Ingrid Martinow
Town/City | Melbourne |
---|---|
First name | Ingrid |
Last name | Martinow |
Country of Origin | Germany |
Year of Arrival in Australia | 1948 |
Submitted by | Ingrid Martinow |
Story
I am Ingrid Maria Karin Martinow (nee Jacobi), born in Poserna near Weissenfels, Germany, on 28th July 1921.
After early childhood in Poland, I grew up in Berlin. Having finished high school, I completed the compulsory Pflichtjahr labour service year before starting a library course at the Prussian State Library. In the meantime, World War 2 had started and the first air attacks on Berlin occurred. I was rostered a few times for duty as warden during air raids. Subsequent to the final examinations, I was employed at the State Library until pregnancy forced me to leave for a less dangerous place.
I had known my first husband, Werner Weinert, since school days. As a member of the German Navy he had seen action on the heavy cruiser ‘Prince Eugen\’. We got married before he was to be transferred to Greece. It was only during his long service leave, after one and a half years, that he finally got to know his son. Shortly after that, and three weeks before the armistice, he was killed in an American air raid.
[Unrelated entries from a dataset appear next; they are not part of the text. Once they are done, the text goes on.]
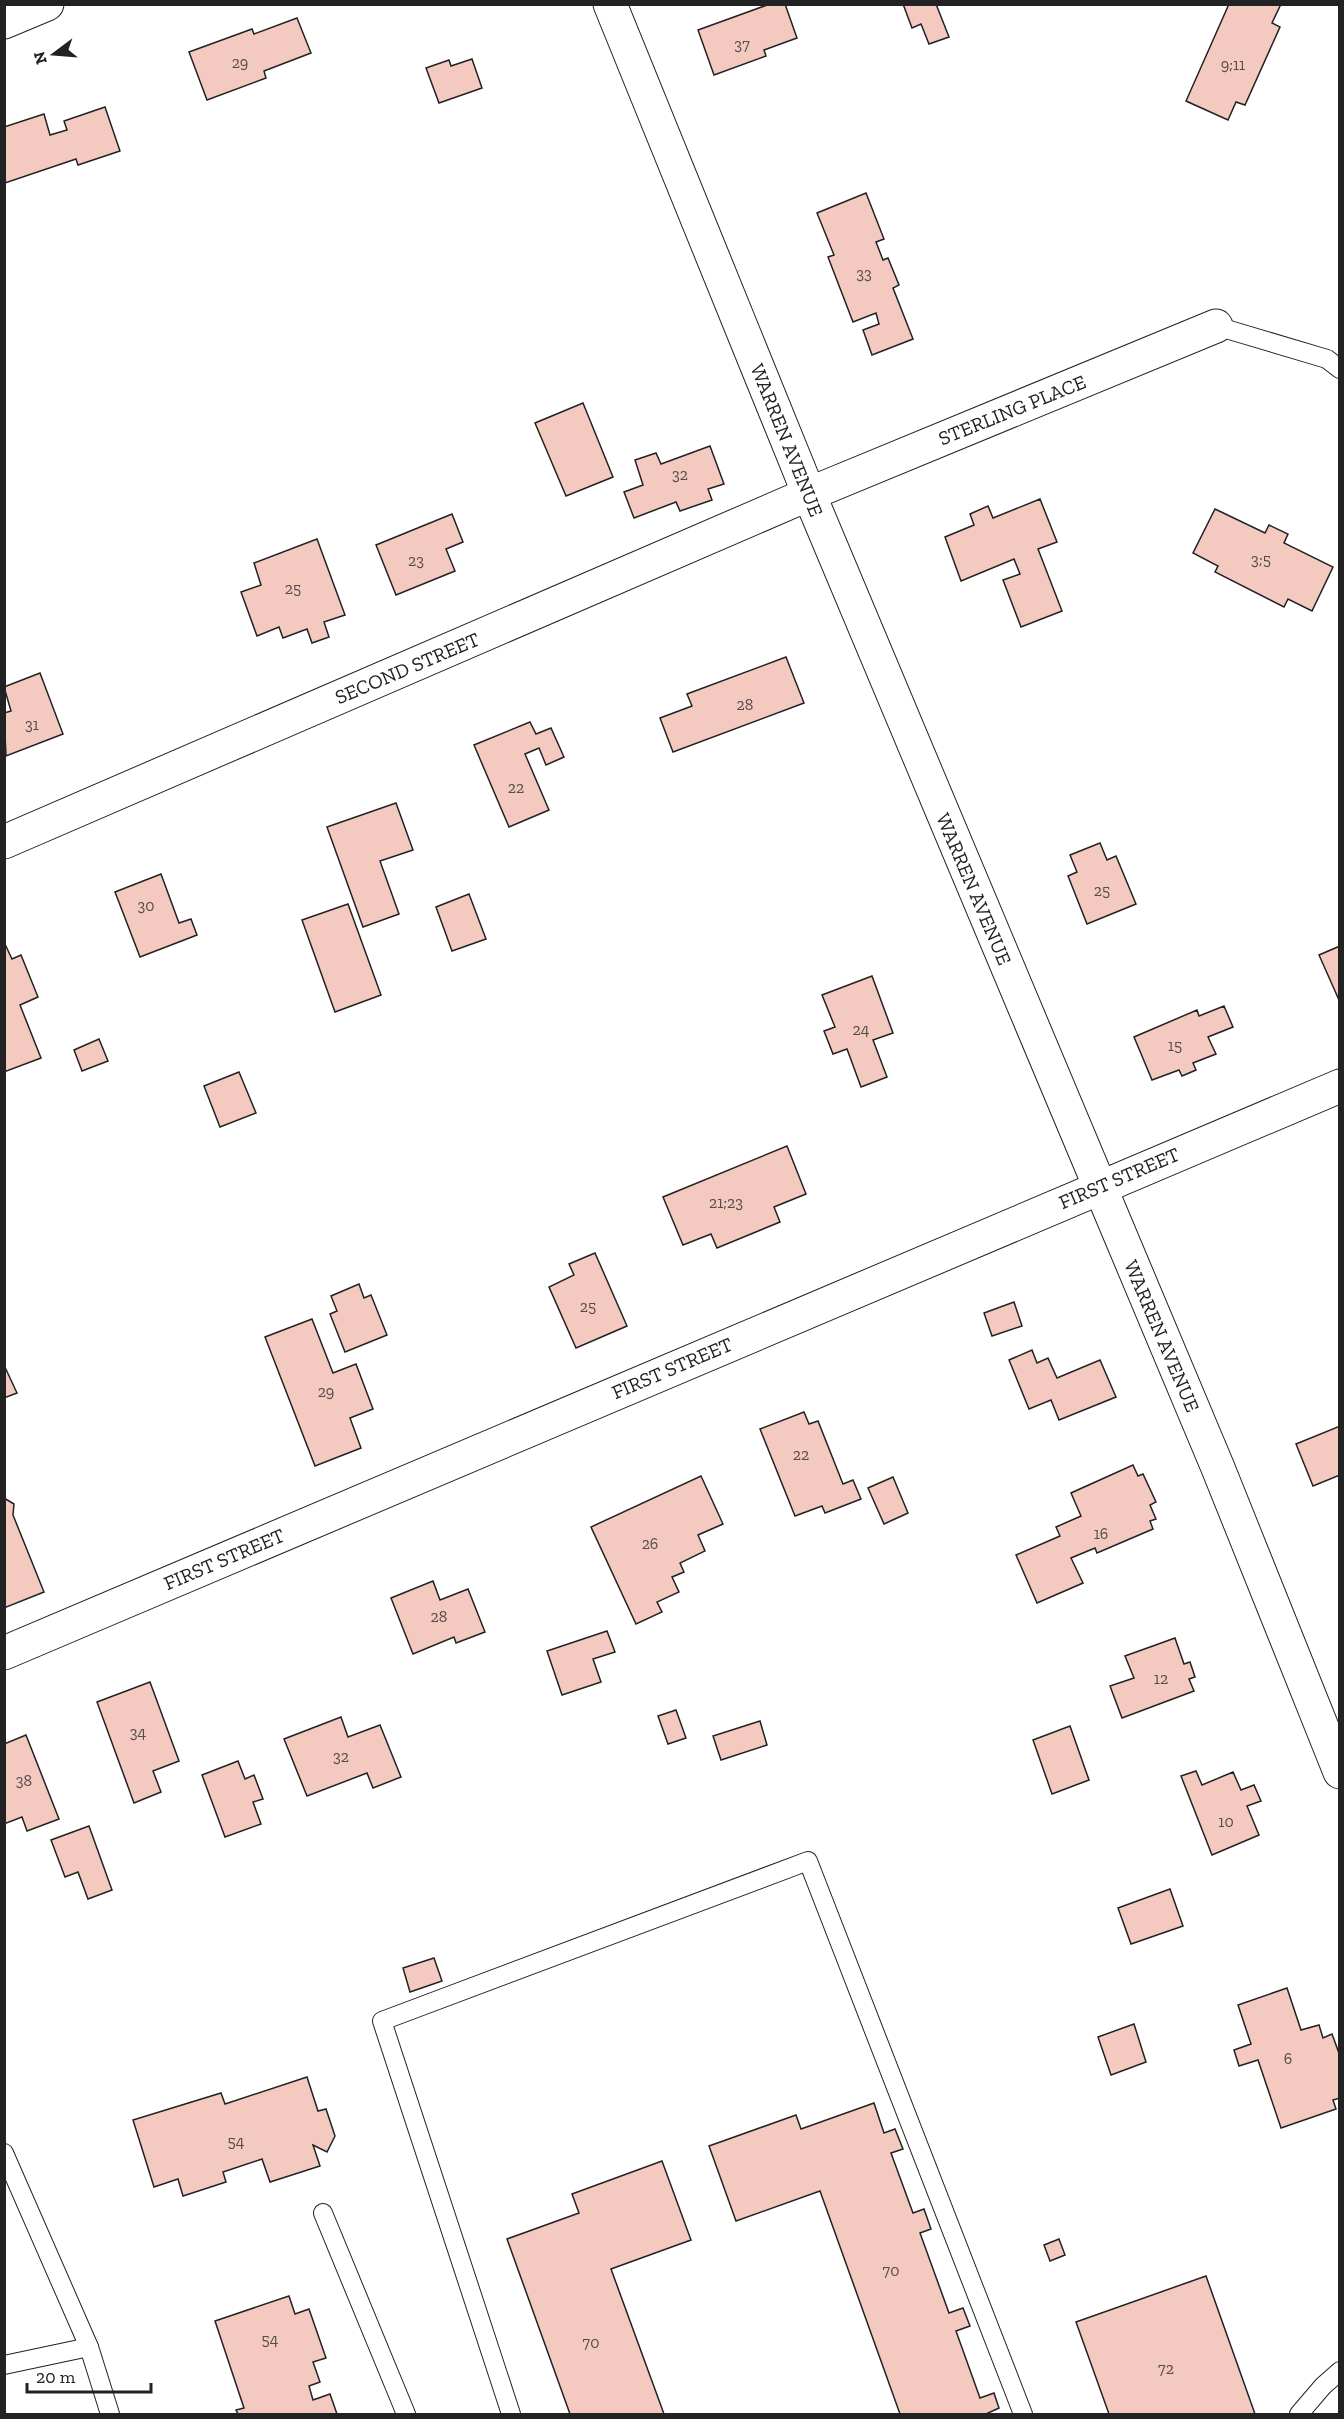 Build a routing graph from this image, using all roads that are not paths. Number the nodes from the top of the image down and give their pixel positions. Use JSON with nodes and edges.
{"nodes":[{"id":1,"x":47,"y":4,"type":"edge"},
{"id":2,"x":610,"y":4,"type":"edge"},
{"id":3,"x":4,"y":22,"type":"edge"},
{"id":4,"x":1216,"y":326,"type":"joint"},
{"id":5,"x":1335,"y":361,"type":"edge"},
{"id":6,"x":809,"y":494,"type":"junction"},
{"id":7,"x":4,"y":842,"type":"edge"},
{"id":8,"x":1340,"y":1086,"type":"edge"},
{"id":9,"x":1098,"y":1186,"type":"junction"},
{"id":10,"x":4,"y":1653,"type":"edge"},
{"id":11,"x":1340,"y":1772,"type":"edge"},
{"id":12,"x":4,"y":2153,"type":"edge"},
{"id":13,"x":323,"y":2213,"type":"dead end"},
{"id":14,"x":89,"y":2347,"type":"junction"},
{"id":15,"x":4,"y":2365,"type":"edge"},
{"id":16,"x":1340,"y":2372,"type":"edge"},
{"id":17,"x":110,"y":2415,"type":"edge"},
{"id":18,"x":406,"y":2415,"type":"edge"},
{"id":19,"x":511,"y":2415,"type":"edge"},
{"id":20,"x":1023,"y":2415,"type":"edge"},
{"id":21,"x":1299,"y":2415,"type":"edge"}],
"edges":[{"from":1,"to":3,"type":"street"},
{"from":2,"to":6,"type":"street","name":"WARREN AVENUE"},
{"from":4,"to":5,"type":"lane"},
{"from":4,"to":6,"type":"street","name":"STERLING PLACE"},
{"from":6,"to":7,"type":"street","name":"SECOND STREET"},
{"from":6,"to":9,"type":"street","name":"WARREN AVENUE"},
{"from":8,"to":9,"type":"street","name":"FIRST STREET"},
{"from":9,"to":10,"type":"street","name":"FIRST STREET"},
{"from":9,"to":11,"type":"street","name":"WARREN AVENUE"},
{"from":12,"to":14,"type":"lane"},
{"from":13,"to":18,"type":"lane"},
{"from":14,"to":15,"type":"lane"},
{"from":14,"to":17,"type":"lane"},
{"from":16,"to":21,"type":"lane"},
{"from":19,"to":20,"type":"lane"}]}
As a young widow with child I found employment as interpreter and secretary for a Canadian major, at the 50 and later 104 Displaced Persons Administration Centre (DPACS) of UNRRA, in the Goslar sector. It was there that I met my future husband, Percy Martinow. Both of us worked with the attached 124 Friends Relief Service of the Quaker Organisation.
We married in 1947 and applied for emigration to Australia, Canada and the USA. Like most refugees, we were anxious to leave devastated Europe and escape starvation. When the Australian government accepted us, we were transferred to the transit camp at Fallingbostel, the former army barracks. Due to my marriage to Percy Martinow, a Latvian citizen born in Riga, I lost my German citizenship which allowed me to emigrate with him.
With one suitcase each, we were transported by train to Genoa, where we embarked on the former 8,000t troop carrier ‘Wooster Victory\’ on 6th August 1948. My husband acted as assistant to the Norwegian UNRRA/IRO Officer accompanying the transport of about 5,000 displaced persons from the Baltic states. Single men and women were accommodated in separate dormitories. Five of us married women with children were assigned to a cabin, of six double bunks, which was next to the galley. We survived the heat of the Suez Canal and a heavy storm in the Indian Ocean, where all hell broke loose in the galley with pots and pans rushing back and forth.
We finally reached Sydney Harbour at the start of September 1948. The first night on Australian soil was spent at our final destination, the former army camp outside Bathurst. It offered only basic accommodation with unlined wooden walls, which was extremely cold in winter and caused painful chilblains for the first time. However, a pleasant experience was being woken on the first morning by a lovely bird chorus, which turned out to be a lone magpie. Gumtrees and magpies are still my great love.
A photograph had been taken of me in front of the Australian flag not long after our arrival at Bathurst. I found out later that this was used on a poster for the First Citizens Convention in 1949.
My husband and I worked in the office of the Federal Employment Service for 18 months. It was during this time that our second son, Allan, was born on 22nd March 1950 at Bathurst Hospital.
In 1950 we moved to Melbourne where Percy worked as a cost clerk, whilst I worked as a waitress and domestic help. During the fourth year, my mother Ruth Jacobi joined us, and I was able to take a full-time job as typist/clerk, and later secretary, with the OTC. I was then employed by the Education Department as a librarian, which became my profession for the next 24 years. At the same time, Percy became Personnel Manager at Bosch Australia, where he stayed for 25 years. After retiring, he worked as a volunteer for the Red Cross.
Our elder son became a metallurgist, and the younger son graduated in biochemistry and genetics.
In my retirement I have written and published ‘The Other Shore – Memories of a childhood and youth in Germany\’. The second part of the book contains my first husband\’s letters from Greece, written over one and a half years during the war. Currently, I am writing the story of our life in Australia for the benefit of my 6 grandchildren.